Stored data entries
*** Begin section ***
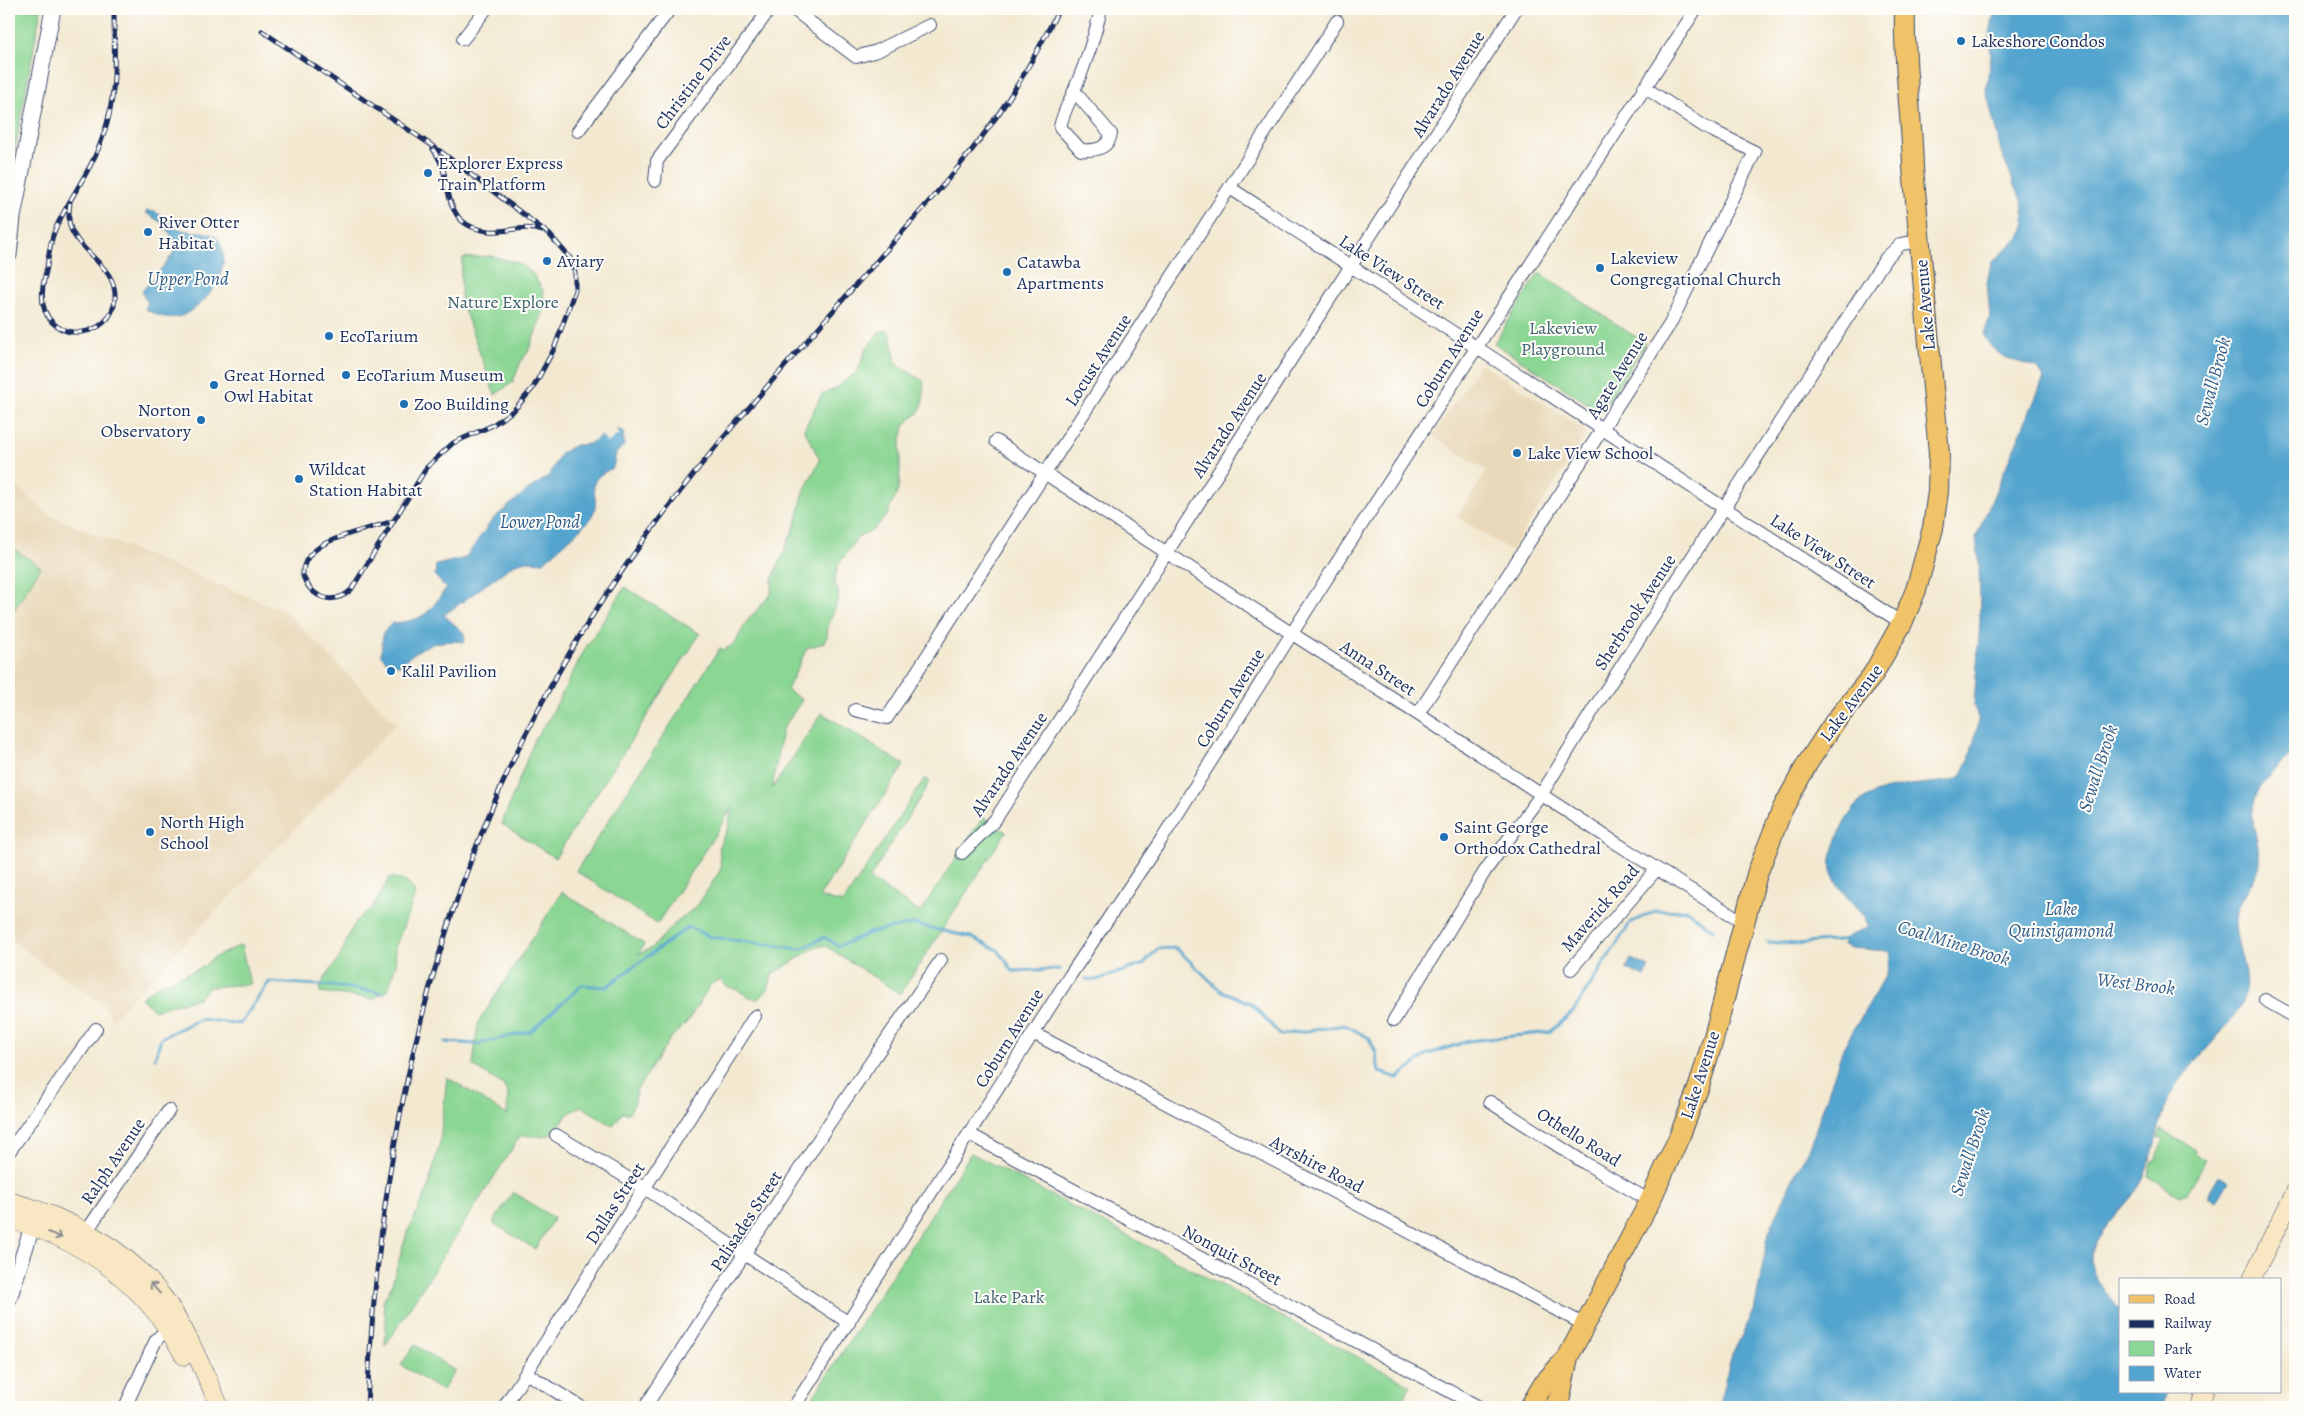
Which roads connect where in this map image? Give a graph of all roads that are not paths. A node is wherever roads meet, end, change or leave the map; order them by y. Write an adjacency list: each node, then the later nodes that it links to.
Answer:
1 (53, 9): 19 (street)
2 (486, 9): 12 (street)
3 (670, 9): 15 (street)
4 (770, 9): 16 (street, Christine Drive)
5 (793, 9): 11 (street)
6 (1101, 9): 14 (street)
7 (1516, 9): 20 (street, Alvarado Avenue)
8 (1696, 9): 13 (street, Coburn Avenue)
9 (1905, 9): 18 (main road, Lake Avenue)
10 (1337, 21): 17 (street, Locust Avenue)
11 (930, 26)
12 (463, 39)
13 (1644, 87): 21 (street, Coburn Avenue); 22 (street, Agate Avenue)
14 (1074, 91): 14 (street)
15 (578, 131)
16 (656, 181)
17 (1230, 188): 20 (street, Lake View Street); 24 (street, Locust Avenue)
18 (1920, 241): 25 (street, Sherbrook Avenue); 27 (main road, Lake Avenue)
19 (9, 254)
20 (1352, 266): 21 (street, Lake View Street); 26 (street, Alvarado Avenue)
21 (1476, 348): 22 (street, Lake View Street); 28 (street, Coburn Avenue)
22 (1602, 431): 25 (street, Lake View Street); 30 (street, Agate Avenue)
23 (996, 441): 24 (street, Anna Street)
24 (1045, 473): 26 (street, Anna Street); 29 (street, Locust Avenue)
25 (1724, 509): 27 (street, Lake View Street); 31 (street, Sherbrook Avenue)
26 (1167, 554): 28 (street, Anna Street); 32 (street, Alvarado Avenue)
27 (1902, 623): 34 (main road, Lake Avenue)
28 (1292, 633): 30 (street, Anna Street); 42 (street, Coburn Avenue)
29 (855, 710)
30 (1418, 714): 31 (street, Anna Street)
31 (1540, 795): 33 (street, Anna Street); 40 (street, Sherbrook Avenue)
32 (962, 853)
33 (1656, 870): 34 (street, Anna Street); 36 (street, Maverick Road)
34 (1744, 922): 51 (main road, Lake Avenue)
35 (941, 960): 56 (street, Palisades Street)
36 (1571, 970)
37 (2265, 1000): 39 (street)
38 (755, 1016): 48 (street, Dallas Street)
39 (2295, 1017)
40 (1394, 1020)
41 (96, 1029): 47 (street)
42 (1034, 1033): 45 (street, Coburn Avenue); 61 (street, Ayrshire Road)
43 (1490, 1102): 51 (street, Othello Road)
44 (169, 1110): 55 (street, Ralph Avenue)
45 (969, 1134): 59 (street, Coburn Avenue); 72 (street, Nonquit Street)
46 (556, 1135): 48 (street)
47 (9, 1152)
48 (646, 1189): 56 (street); 63 (street, Dallas Street)
49 (2295, 1193): 57 (main road)
50 (9, 1201): 52 (main road)
51 (1650, 1201): 61 (main road, Lake Avenue)
52 (38, 1209): 54 (street); 55 (main road)
53 (9, 1219): 54 (main road)
54 (32, 1226): 58 (street); 60 (main road, one-way to 60)
55 (86, 1232): 60 (main road, one-way to 55)
56 (746, 1255): 59 (street); 70 (street, Palisades Street)
57 (2252, 1278)
58 (9, 1299)
59 (849, 1322): 71 (street, Coburn Avenue)
60 (173, 1324): 65 (street); 66 (main road); 67 (main road)
61 (1585, 1325): 62 (main road, Lake Avenue)
62 (1568, 1357): 73 (main road, Lake Avenue); 74 (main road, Lake Avenue)
63 (526, 1373): 68 (street, Dallas Street); 69 (street)
64 (2203, 1394): 75 (main road)
65 (125, 1407)
66 (209, 1407)
67 (220, 1407)
68 (504, 1407)
69 (581, 1407)
70 (645, 1407)
71 (794, 1407)
72 (1479, 1407)
73 (1530, 1407)
74 (1556, 1407)
75 (2200, 1407)

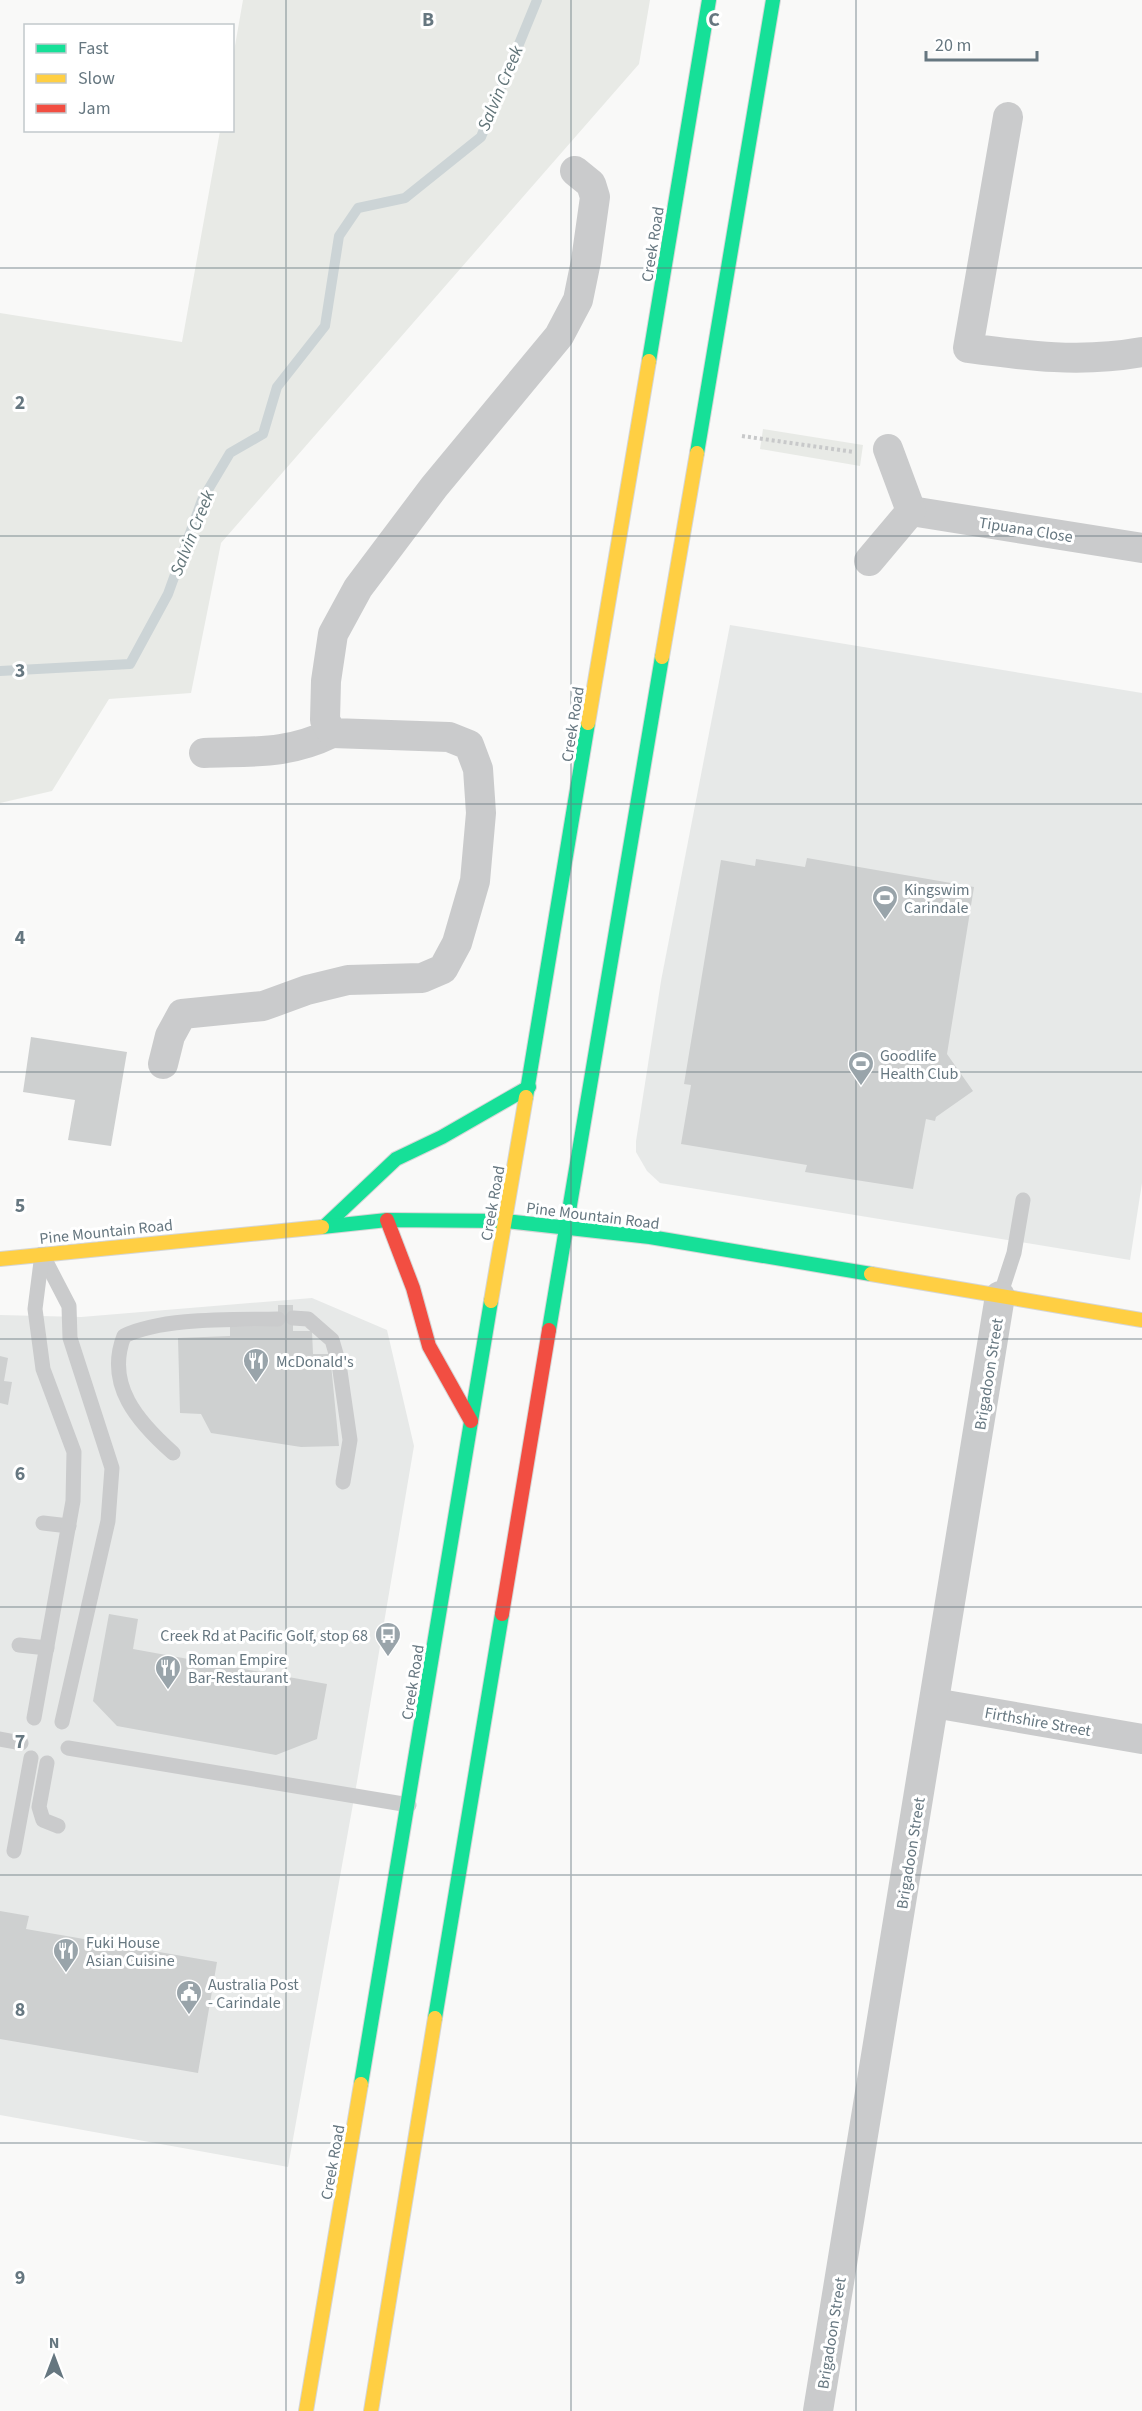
*** End section ***
**DIRECTIONS**:
Print every entry exactly. Pictures are not part of the copy.

**WRITTEN RESPONSE**:
Which roads connect where in this map image? Give a graph of all roads that are not paths. A node is wherever roads meet, end, change or leave the map; order them by y. Write an adjacency list: each node, then the later nodes that it links to.
Answer:
1 (53, 9): 19 (street)
2 (486, 9): 12 (street)
3 (670, 9): 15 (street)
4 (770, 9): 16 (street, Christine Drive)
5 (793, 9): 11 (street)
6 (1101, 9): 14 (street)
7 (1516, 9): 20 (street, Alvarado Avenue)
8 (1696, 9): 13 (street, Coburn Avenue)
9 (1905, 9): 18 (main road, Lake Avenue)
10 (1337, 21): 17 (street, Locust Avenue)
11 (930, 26)
12 (463, 39)
13 (1644, 87): 21 (street, Coburn Avenue); 22 (street, Agate Avenue)
14 (1074, 91): 14 (street)
15 (578, 131)
16 (656, 181)
17 (1230, 188): 20 (street, Lake View Street); 24 (street, Locust Avenue)
18 (1920, 241): 25 (street, Sherbrook Avenue); 27 (main road, Lake Avenue)
19 (9, 254)
20 (1352, 266): 21 (street, Lake View Street); 26 (street, Alvarado Avenue)
21 (1476, 348): 22 (street, Lake View Street); 28 (street, Coburn Avenue)
22 (1602, 431): 25 (street, Lake View Street); 30 (street, Agate Avenue)
23 (996, 441): 24 (street, Anna Street)
24 (1045, 473): 26 (street, Anna Street); 29 (street, Locust Avenue)
25 (1724, 509): 27 (street, Lake View Street); 31 (street, Sherbrook Avenue)
26 (1167, 554): 28 (street, Anna Street); 32 (street, Alvarado Avenue)
27 (1902, 623): 34 (main road, Lake Avenue)
28 (1292, 633): 30 (street, Anna Street); 42 (street, Coburn Avenue)
29 (855, 710)
30 (1418, 714): 31 (street, Anna Street)
31 (1540, 795): 33 (street, Anna Street); 40 (street, Sherbrook Avenue)
32 (962, 853)
33 (1656, 870): 34 (street, Anna Street); 36 (street, Maverick Road)
34 (1744, 922): 51 (main road, Lake Avenue)
35 (941, 960): 56 (street, Palisades Street)
36 (1571, 970)
37 (2265, 1000): 39 (street)
38 (755, 1016): 48 (street, Dallas Street)
39 (2295, 1017)
40 (1394, 1020)
41 (96, 1029): 47 (street)
42 (1034, 1033): 45 (street, Coburn Avenue); 61 (street, Ayrshire Road)
43 (1490, 1102): 51 (street, Othello Road)
44 (169, 1110): 55 (street, Ralph Avenue)
45 (969, 1134): 59 (street, Coburn Avenue); 72 (street, Nonquit Street)
46 (556, 1135): 48 (street)
47 (9, 1152)
48 (646, 1189): 56 (street); 63 (street, Dallas Street)
49 (2295, 1193): 57 (main road)
50 (9, 1201): 52 (main road)
51 (1650, 1201): 61 (main road, Lake Avenue)
52 (38, 1209): 54 (street); 55 (main road)
53 (9, 1219): 54 (main road)
54 (32, 1226): 58 (street); 60 (main road, one-way to 60)
55 (86, 1232): 60 (main road, one-way to 55)
56 (746, 1255): 59 (street); 70 (street, Palisades Street)
57 (2252, 1278)
58 (9, 1299)
59 (849, 1322): 71 (street, Coburn Avenue)
60 (173, 1324): 65 (street); 66 (main road); 67 (main road)
61 (1585, 1325): 62 (main road, Lake Avenue)
62 (1568, 1357): 73 (main road, Lake Avenue); 74 (main road, Lake Avenue)
63 (526, 1373): 68 (street, Dallas Street); 69 (street)
64 (2203, 1394): 75 (main road)
65 (125, 1407)
66 (209, 1407)
67 (220, 1407)
68 (504, 1407)
69 (581, 1407)
70 (645, 1407)
71 (794, 1407)
72 (1479, 1407)
73 (1530, 1407)
74 (1556, 1407)
75 (2200, 1407)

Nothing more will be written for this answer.